Description: There are approximately 45 Gherkin feature files under tests/bdd/features/ whose scenarios have no corresponding step-definition implementations. Running behave tests/bdd/features for these scenarios results in NotImplementedError or Undefined step failures.

Impact:

These scenarios cannot be used to gate a PR or deployment — they provide no automated signal.
The BDD suite gives a false sense of coverage completeness.
New engineers may assume these features are tested when they are not.

Tracking: Tracked implicitly by the Sprint 2 BDD implementation backlog. No single consolidated issue exists.

KL-06 — DevLake ArgoCD Plugin Requires Manual Connection Configuration

Description: The DevLake integration with ArgoCD (used for DORA deployment-frequency and lead-time metrics) requires a one-time manual configuration step inside the DevLake admin UI to establish the ArgoCD API connection. Specifically, an engineer must navigate to Settings → Connections → ArgoCD and supply the ArgoCD server URL, bearer token, and TLS verification settings. This step is not automated by Helm values, Kubernetes Jobs, or any GitOps mechanism.

Impact:

After every fresh DevLake install (or namespace wipe), an engineer must manually re-enter the ArgoCD connection details in the DevLake UI.
Automated environment provisioning (e.g., ephemeral preview environments) will not collect DORA metrics until the manual step is completed.
There is no validation in CI that the connection is healthy.

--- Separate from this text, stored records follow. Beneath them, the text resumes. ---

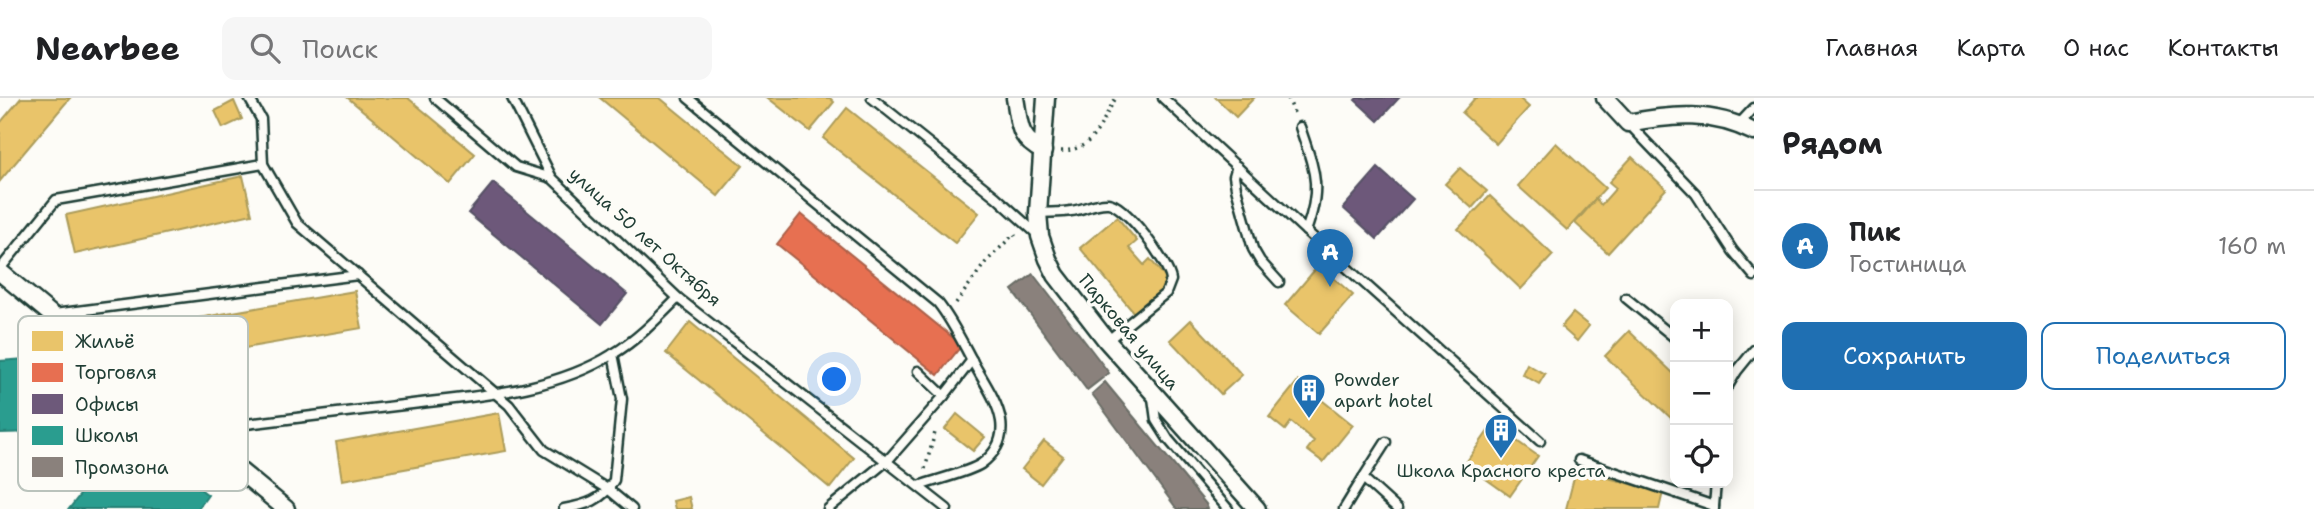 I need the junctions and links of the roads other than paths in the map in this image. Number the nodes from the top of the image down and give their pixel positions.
1 (249, 98) edge
2 (435, 98) edge
3 (512, 98) edge
4 (688, 98) edge
5 (872, 98) edge
6 (1015, 98) edge
7 (1046, 98) edge
8 (1163, 98) edge
9 (1605, 98) edge
10 (1754, 108) edge
11 (1628, 123) junction
12 (1739, 124) junction
13 (1300, 127) dead end
14 (1754, 132) edge
15 (1043, 151) junction
16 (264, 164) junction
17 (1237, 166) junction
18 (552, 178) junction
19 (1038, 213) junction
20 (1306, 231) junction
21 (1040, 236) junction
22 (0, 270) edge
23 (358, 275) junction
24 (1754, 276) edge
25 (1279, 282) dead end
26 (678, 298) junction
27 (1626, 298) dead end
28 (54, 314) junction
29 (56, 316) edge
30 (1670, 334) edge
31 (1107, 341) junction
32 (1754, 350) edge
33 (613, 354) junction
34 (972, 360) junction
35 (918, 370) dead end
36 (1733, 377) edge
37 (1152, 391) junction
38 (496, 394) junction
39 (944, 396) junction
40 (248, 424) edge
41 (1540, 441) dead end
42 (1386, 442) dead end
43 (888, 460) junction
44 (1579, 460) dead end
45 (248, 477) edge
46 (1363, 478) junction
47 (919, 486) junction
48 (1716, 488) edge
49 (609, 490) junction
50 (1714, 508) edge
51 (286, 509) edge
52 (564, 509) edge
53 (632, 509) edge
54 (828, 509) edge
55 (947, 509) edge
56 (1228, 509) edge
57 (1258, 509) edge
58 (1345, 509) edge
59 (1396, 509) edge

1 - 16 lane
2 - 18 lane
3 - 18 lane, улица 50 лет Октября
4 - 34 lane
5 - 21 lane
6 - 15 street
7 - 15 street, Парковая улица
8 - 17 lane
9 - 11 street
10 - 12 lane
11 - 12 street
11 - 24 lane
12 - 14 street
13 - 20 lane
15 - 19 street, Парковая улица
16 - 22 lane
16 - 23 lane
17 - 20 lane
17 - 25 lane
18 - 26 lane, улица 50 лет Октября
19 - 21 street, Парковая улица
19 - 31 lane
20 - 41 lane
21 - 31 street, Парковая улица
22 - 28 street
23 - 28 lane
23 - 38 lane
26 - 33 lane
26 - 43 lane, улица 50 лет Октября
27 - 30 lane
28 - 29 street
31 - 37 street, Парковая улица
32 - 36 lane
33 - 38 lane
33 - 49 lane
34 - 39 lane
34 - 47 lane
35 - 39 lane
37 - 56 lane
37 - 57 street, Парковая улица
38 - 40 lane
38 - 49 lane
39 - 43 lane
42 - 46 lane
43 - 47 lane, улица 50 лет Октября
43 - 54 lane
44 - 50 lane
45 - 51 street
46 - 58 lane
46 - 59 lane
47 - 55 lane, улица 50 лет Октября
48 - 50 lane
49 - 52 lane
49 - 53 lane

Tracking: No dedicated issue. Add a post-install Helm hook or a scripts/ helper to automate this step.

KL-07 — MTTR Tracking Covers Only Jenkins Pipeline Failures

Description: Mean Time To Recovery (MTTR) is currently measured only for Jenkins pipeline failures — specifically the duration between a pipeline failure event and the next successful run of the same pipeline. Production incidents (PagerDuty alerts, SLO breaches, rollback events) are not tracked.

Impact:

The MTTR metric shown in Grafana dashboards is not a true production MTTR.
Elite/High/Medium/Low tier classification based on MTTR may be misleading.
Post-incident reviews cannot be correlated with MTTR data from the platform.

Tracking: No dedicated issue. Extend MTTR collection to ingest PagerDuty or Alertmanager resolved-alert events.

KL-08 — Rework Rate Detection Uses SHA Heuristic (Weak Signal)

Description: The rework rate metric (docs/METRICS.md, computed by scripts/weekly-metrics.sh) estimates rework by counting commits whose message matches patterns such as fix:, hotfix:, or revert: relative to total commits. This relies on Conventional Commits — a commit message convention where the prefix (e.g., feat:, fix:, chore:) signals the intent of the change. This approach is a SHA-count heuristic — it does not analyse the actual code churn or correlate fixes to specific features or PRs.

Impact:

Rework rate will be underreported if engineers do not use Conventional Commits.
A single large fix: commit touching 500 lines is weighted the same as a one-line typo correction.
The metric cannot distinguish between fixing a new regression and fixing pre-existing technical debt.
Teams may game the metric by using non-conventional commit prefixes for fix commits.

Tracking: No dedicated issue. Consider integrating with GitHub PR labels (e.g., type: bug) or Jira issue types for a stronger rework signal.